29 Feb, 2016

GP - Latent Variable Model with Variational Inference


Titsias (2009 - 2010)

A Special Case of Variational Inference

Model

\[y = \mu(x) + \epsilon\]

$Y$ is $N\times D$. $X$ is latent, and $N\times Q$, $Q \ll D$, that is latent variables much less than dimension of data. \(p(Y\v X) = \prod_{d=1}^D p(y_d\v X)\), because each row in $Y$, which represents one coordinate, are independent of another. \(Y=[y_1:y_2:\cdots:y_D]\). \(\kappa(x,x') = \sigma^2_f\exp\p{-\frac{1}{2} \sum_{q=1}^Q\alpha_q(x_q-x_q')^2}\). This is a GP-ARD kernel.

\(p(x) = \prod_{n=1}^N N(x_n\v 0,I_Q)\). \(p(Y,X)=p(Y\v X)p(X)\).

Side Note: Sparse GP is called predictive process in machine learning.

$p(X\v Y)$ is difficult to estimate. So, we estimate with

\[q(X) = \prod_{n=1}^N N(x_n\v\mu_n,S_n)\]

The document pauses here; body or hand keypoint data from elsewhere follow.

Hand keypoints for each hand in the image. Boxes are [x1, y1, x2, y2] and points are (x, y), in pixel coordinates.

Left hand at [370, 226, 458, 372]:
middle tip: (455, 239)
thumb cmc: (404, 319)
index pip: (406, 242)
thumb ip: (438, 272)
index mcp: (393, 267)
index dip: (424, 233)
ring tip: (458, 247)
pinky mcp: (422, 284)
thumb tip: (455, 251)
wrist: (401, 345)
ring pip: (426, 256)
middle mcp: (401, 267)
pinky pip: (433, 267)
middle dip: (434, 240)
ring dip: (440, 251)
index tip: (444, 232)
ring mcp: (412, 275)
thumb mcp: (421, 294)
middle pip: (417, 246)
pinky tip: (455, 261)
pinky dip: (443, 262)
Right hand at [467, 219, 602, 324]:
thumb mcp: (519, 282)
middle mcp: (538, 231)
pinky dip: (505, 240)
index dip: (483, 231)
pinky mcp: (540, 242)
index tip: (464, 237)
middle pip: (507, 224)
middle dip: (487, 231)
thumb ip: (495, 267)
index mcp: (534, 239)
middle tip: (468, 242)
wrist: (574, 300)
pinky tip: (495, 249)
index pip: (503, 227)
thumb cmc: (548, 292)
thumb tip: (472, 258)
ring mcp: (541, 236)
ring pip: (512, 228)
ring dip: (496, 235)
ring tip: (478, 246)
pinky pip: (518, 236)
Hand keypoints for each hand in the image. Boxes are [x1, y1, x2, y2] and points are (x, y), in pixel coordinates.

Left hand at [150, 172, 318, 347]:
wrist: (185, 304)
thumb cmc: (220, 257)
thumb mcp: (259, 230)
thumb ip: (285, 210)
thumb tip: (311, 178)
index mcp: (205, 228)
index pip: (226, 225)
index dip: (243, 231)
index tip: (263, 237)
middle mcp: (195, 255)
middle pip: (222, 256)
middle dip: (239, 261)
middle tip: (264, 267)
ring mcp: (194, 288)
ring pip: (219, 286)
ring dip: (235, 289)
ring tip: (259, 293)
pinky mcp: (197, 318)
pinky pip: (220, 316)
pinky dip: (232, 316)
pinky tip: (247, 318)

$S_n$ is a diagonal matrix. $q$ is variationally approximated posterior of $X$.

\[\begin{aligned} ELBO &= \int~q(X)\log\frac{p(Y\v X)p(X)}{q(X)}~dX \\ &= \int~q(X)\log p(Y\v X)~dX - \int~q(X)\log\frac{q(X)}{p(X)}~dX \\ &= \sum_{d=1}^D\int~q(X)\log p(y_d\v X)~dX - \int~q(X)\log\frac{q(X)}{p(X)}~dX \\ &= \tilde{F}(q) - KL(q\lVert p) \end{aligned}\]

Where \(\tilde{F}(q) = \sum_{d=1}^D\int~q(X)\log p(y_d\v X)~dX = \sum_{d=1}^D\tilde{F}_d(q)\)

\[p(y_d,f_d,u_d \v X,Z) = p(y_d\v f_d) p(f_d\v u_d,X,Z) p(u_d\v Z)\]

where \(f_d = \begin{pmatrix} \mu(x_1) \\ \mu(x_2) \\ \vdots \\ \mu(x_N) \\ \end{pmatrix}\), \(u_d = \begin{pmatrix} \mu(x_1^*) \\ \mu(x_2^*) \\ \vdots \\ \mu(x_M^*) \\ \end{pmatrix}\), \(Z=\bc{x_1^*,...,x_M^*}\). $Z$ are knots (like in predictive process).

\[p(y_d\v f_d) = N(y_d \v f_d,\beta^{-1}I_N)\]

where \(\begin{pmatrix} \epsilon_1\\ \vdots\\ \epsilon_N \end{pmatrix} \sim N(0,\beta^{-1}I_N)\).

Surface at the latent knots. Aka, predictive process:

\[p(f_d\v u_d,X,Z) = N(f_d\v K_{NM}K^{-1}_{MM}u_d,K_{NN}-K_{NM}K^{-1}_{MM}K_{MN})\]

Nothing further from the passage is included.